From the entries that follow, reproduce exactly and only the lines from the line with "position:relative; width:1006px; height:2509px;" to the line with "translate:-50% -50%; white-space:nowrap;", endpoints included.

[Stored data entries]
[Start of section]
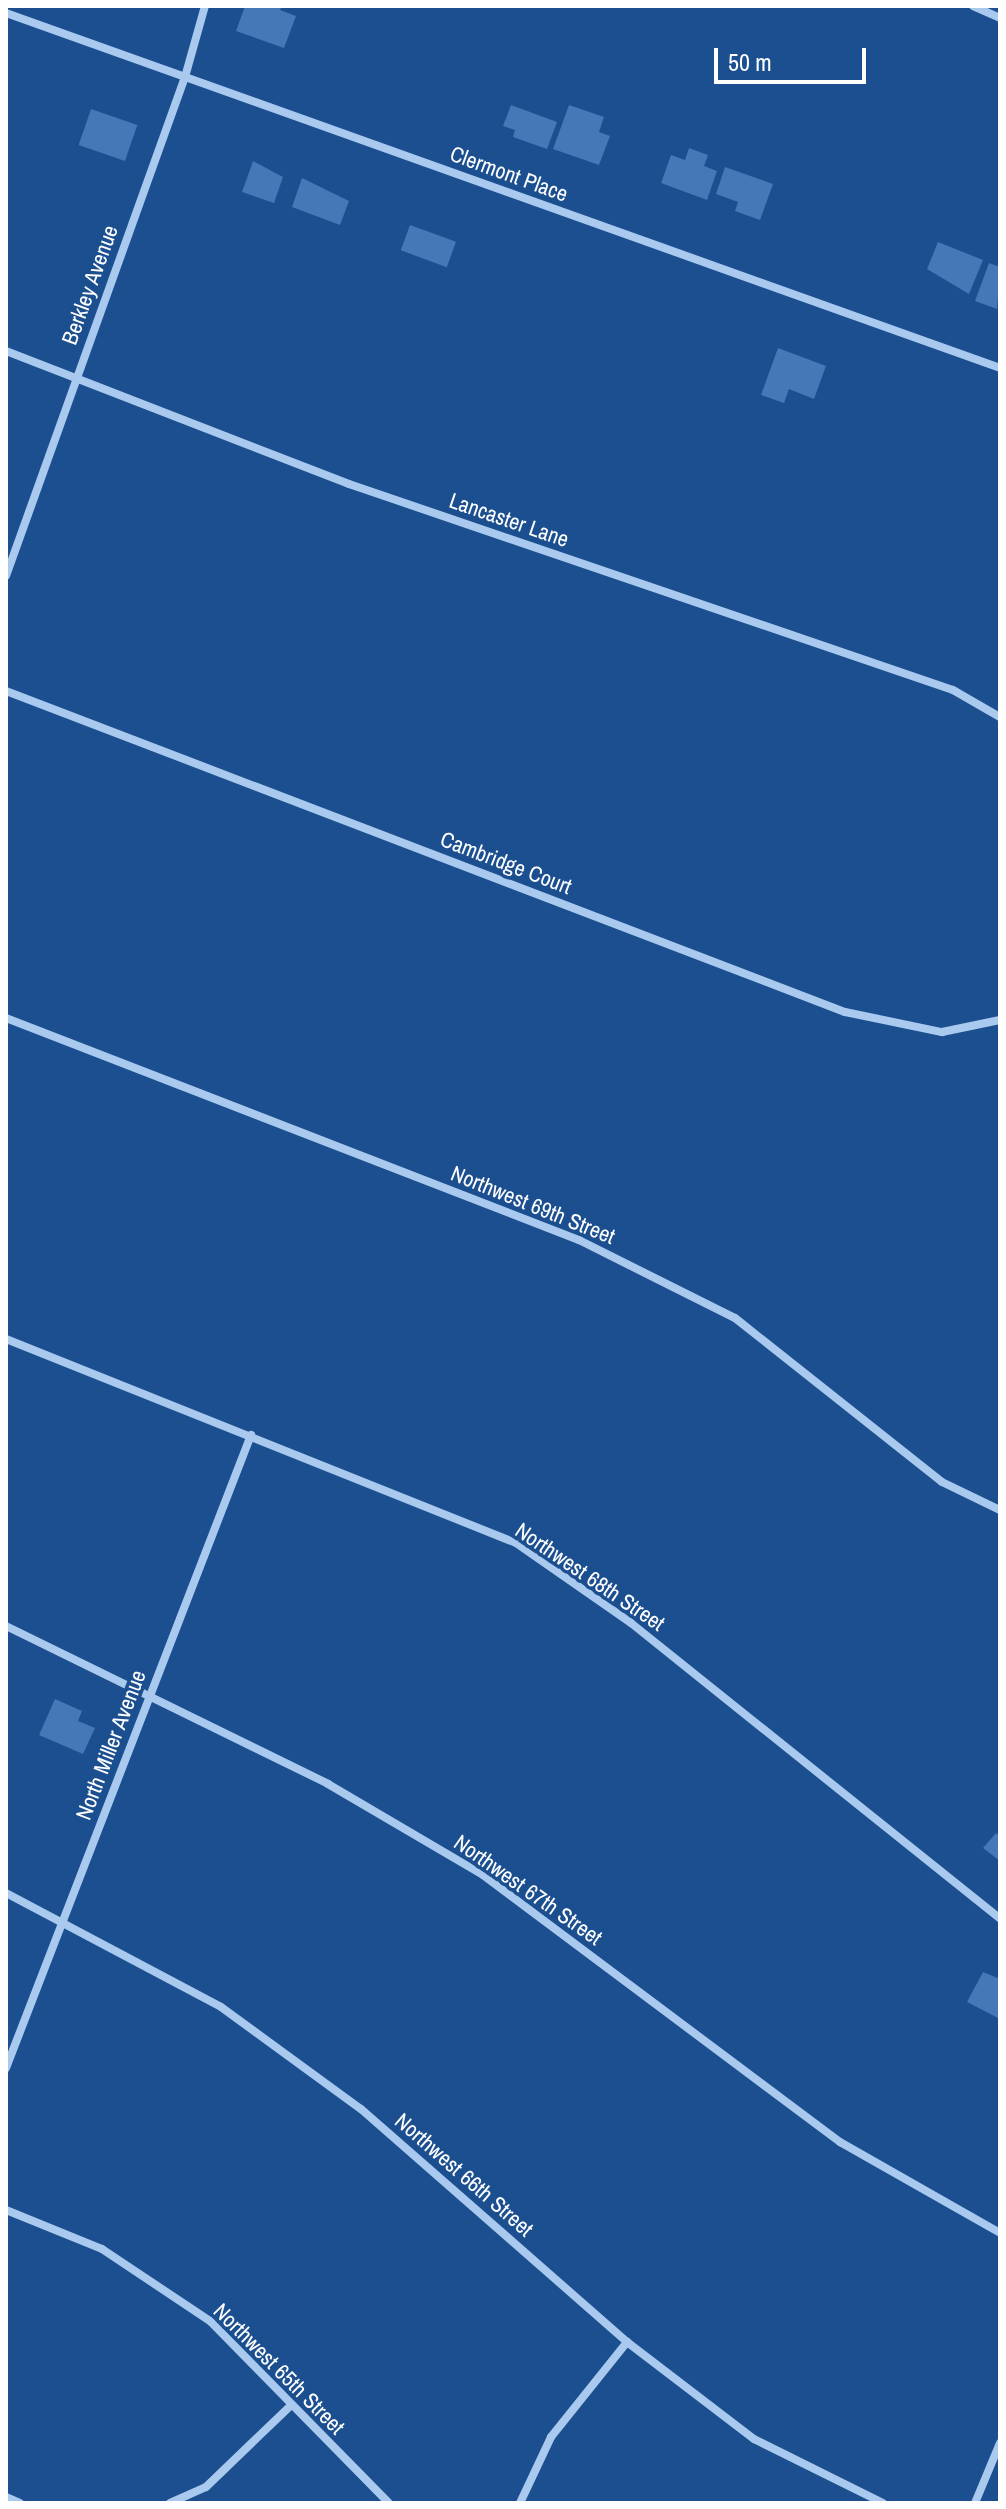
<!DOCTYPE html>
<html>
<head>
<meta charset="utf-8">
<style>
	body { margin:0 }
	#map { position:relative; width:1006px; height:2509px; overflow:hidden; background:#1b4f8f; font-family:"Archivo Narrow",sans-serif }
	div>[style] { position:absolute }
	.building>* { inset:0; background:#4478b7; transform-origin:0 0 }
	.minor>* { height:8px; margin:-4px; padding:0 4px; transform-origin:4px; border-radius:4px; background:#a9c9ee }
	span { translate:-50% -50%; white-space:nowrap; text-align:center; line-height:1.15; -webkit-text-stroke:7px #1b4f8f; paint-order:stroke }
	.street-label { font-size:22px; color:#fff }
	.frame { position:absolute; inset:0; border:8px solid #fff; pointer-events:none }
	.scale { position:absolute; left:714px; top:48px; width:152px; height:36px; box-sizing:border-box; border:4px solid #fff; border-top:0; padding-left:10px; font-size:24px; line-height:28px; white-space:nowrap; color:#fff; -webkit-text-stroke:6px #1b4f8f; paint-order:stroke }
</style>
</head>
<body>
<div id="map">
	<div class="building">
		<div style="clip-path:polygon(245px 6px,282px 6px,280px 10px,296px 16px,284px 48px,236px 31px)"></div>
		<div style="clip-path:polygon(511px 105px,557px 122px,547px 149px,513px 137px,515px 130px,503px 126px)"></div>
		<div style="clip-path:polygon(569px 105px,604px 117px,599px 132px,610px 136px,599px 165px,553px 149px)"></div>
		<div style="left:91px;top:109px;width:49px;height:38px;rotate:19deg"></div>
		<div style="clip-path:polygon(689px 148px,708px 155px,704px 166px,717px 171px,707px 200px,661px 183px,671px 155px,685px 160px)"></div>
		<div style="clip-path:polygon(253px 161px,283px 177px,274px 203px,242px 192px)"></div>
		<div style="clip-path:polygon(725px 167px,773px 184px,760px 220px,735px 211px,738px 202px,716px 194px)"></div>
		<div style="clip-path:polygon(302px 178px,349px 201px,340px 225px,292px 207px)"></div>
		<div style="left:410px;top:225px;width:49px;height:27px;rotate:20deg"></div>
		<div style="clip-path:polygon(938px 242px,983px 260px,969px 294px,927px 269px)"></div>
		<div style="clip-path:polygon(989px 263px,1000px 267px,997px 309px,975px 301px)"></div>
		<div style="clip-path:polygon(778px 348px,826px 366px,814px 399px,789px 389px,784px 403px,761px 395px)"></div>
		<div style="clip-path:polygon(55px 1699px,82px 1711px,78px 1721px,95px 1728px,83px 1754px,39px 1735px)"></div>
		<div style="clip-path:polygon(996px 1833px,1000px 1837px,1000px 1861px,983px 1848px)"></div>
		<div style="clip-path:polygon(983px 1972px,1000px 1979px,1000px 2019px,967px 2002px)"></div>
	</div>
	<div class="minor">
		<div style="left:973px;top:6px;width:30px;rotate:24deg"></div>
		<div style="left:6px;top:13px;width:1055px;rotate:19.65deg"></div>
		<div style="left:6px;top:351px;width:368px;rotate:21.2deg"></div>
		<div style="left:349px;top:484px;width:638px;rotate:18.83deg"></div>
		<div style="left:953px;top:690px;width:54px;rotate:29.9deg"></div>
		<div style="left:6px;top:576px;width:530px;rotate:-70.27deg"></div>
		<div style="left:185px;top:77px;width:74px;rotate:-74.3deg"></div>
		<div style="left:6px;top:691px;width:898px;rotate:20.94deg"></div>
		<div style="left:845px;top:1012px;width:99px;rotate:11.7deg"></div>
		<div style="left:942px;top:1032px;width:59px;rotate:-11.7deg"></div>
		<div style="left:6px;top:1018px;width:615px;rotate:21.18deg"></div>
		<div style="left:579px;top:1240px;width:174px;rotate:26.6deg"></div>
		<div style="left:735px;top:1318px;width:264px;rotate:38.4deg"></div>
		<div style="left:942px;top:1482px;width:64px;rotate:25.8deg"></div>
		<div style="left:6px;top:1339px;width:549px;rotate:21.8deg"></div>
		<div style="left:516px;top:1543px;width:140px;rotate:34.8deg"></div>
		<div style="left:631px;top:1623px;width:473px;rotate:38.7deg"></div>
		<div style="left:6px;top:1626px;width:359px;rotate:26.1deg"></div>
		<div style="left:328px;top:1784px;width:180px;rotate:30.4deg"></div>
		<div style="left:483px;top:1875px;width:446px;rotate:36.8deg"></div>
		<div style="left:840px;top:2142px;width:184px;rotate:29.6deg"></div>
		<div style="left:6px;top:1893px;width:243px;rotate:27.9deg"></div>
		<div style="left:221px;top:2007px;width:173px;rotate:36.1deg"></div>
		<div style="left:361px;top:2109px;width:354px;rotate:41.2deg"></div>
		<div style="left:627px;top:2342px;width:160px;rotate:37.4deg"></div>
		<div style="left:754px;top:2439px;width:144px;rotate:26.4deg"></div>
		<div style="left:6px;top:2068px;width:679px;rotate:-68.84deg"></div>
		<div style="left:6px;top:2210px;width:104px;rotate:22.1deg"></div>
		<div style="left:102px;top:2249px;width:130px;rotate:33.7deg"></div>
		<div style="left:210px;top:2321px;width:255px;rotate:45.5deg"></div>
		<div style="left:6px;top:2497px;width:15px;rotate:23deg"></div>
		<div style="left:170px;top:2503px;width:39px;rotate:-24deg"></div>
		<div style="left:206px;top:2487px;width:115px;rotate:-43.9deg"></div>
		<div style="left:520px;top:2503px;width:73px;rotate:-64.8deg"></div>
		<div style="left:551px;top:2437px;width:122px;rotate:-51.3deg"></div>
		<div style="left:975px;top:2503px;width:65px;rotate:-67.4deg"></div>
	</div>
	<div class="street-label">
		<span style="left:509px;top:174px;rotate:20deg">Clermont Place</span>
		<span style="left:90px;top:285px;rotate:-70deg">Berkley Avenue</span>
		<span style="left:509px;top:520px;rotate:19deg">Lancaster Lane</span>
		<span style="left:506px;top:863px;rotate:21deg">Cambridge Court</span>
		<span style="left:533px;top:1205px;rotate:22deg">Northwest 69th Street</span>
		<span style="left:590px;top:1577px;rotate:34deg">Northwest 68th Street</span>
		<span style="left:111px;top:1745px;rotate:-69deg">North Miller Avenue</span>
		<span style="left:528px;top:1890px;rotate:35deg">Northwest 67th Street</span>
		<span style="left:464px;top:2175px;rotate:41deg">Northwest 66th Street</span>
		<span style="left:279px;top:2369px;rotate:45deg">Northwest 65th Street</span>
	</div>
	<div class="frame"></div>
	<div class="scale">50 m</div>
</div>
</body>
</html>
[End of section]
## RESPONSE TO THE EXERCISE
	#map { position:relative; width:1006px; height:2509px; overflow:hidden; background:#1b4f8f; font-family:"Archivo Narrow",sans-serif }
	div>[style] { position:absolute }
	.building>* { inset:0; background:#4478b7; transform-origin:0 0 }
	.minor>* { height:8px; margin:-4px; padding:0 4px; transform-origin:4px; border-radius:4px; background:#a9c9ee }
	span { translate:-50% -50%; white-space:nowrap; text-align:center; line-height:1.15; -webkit-text-stroke:7px #1b4f8f; paint-order:stroke }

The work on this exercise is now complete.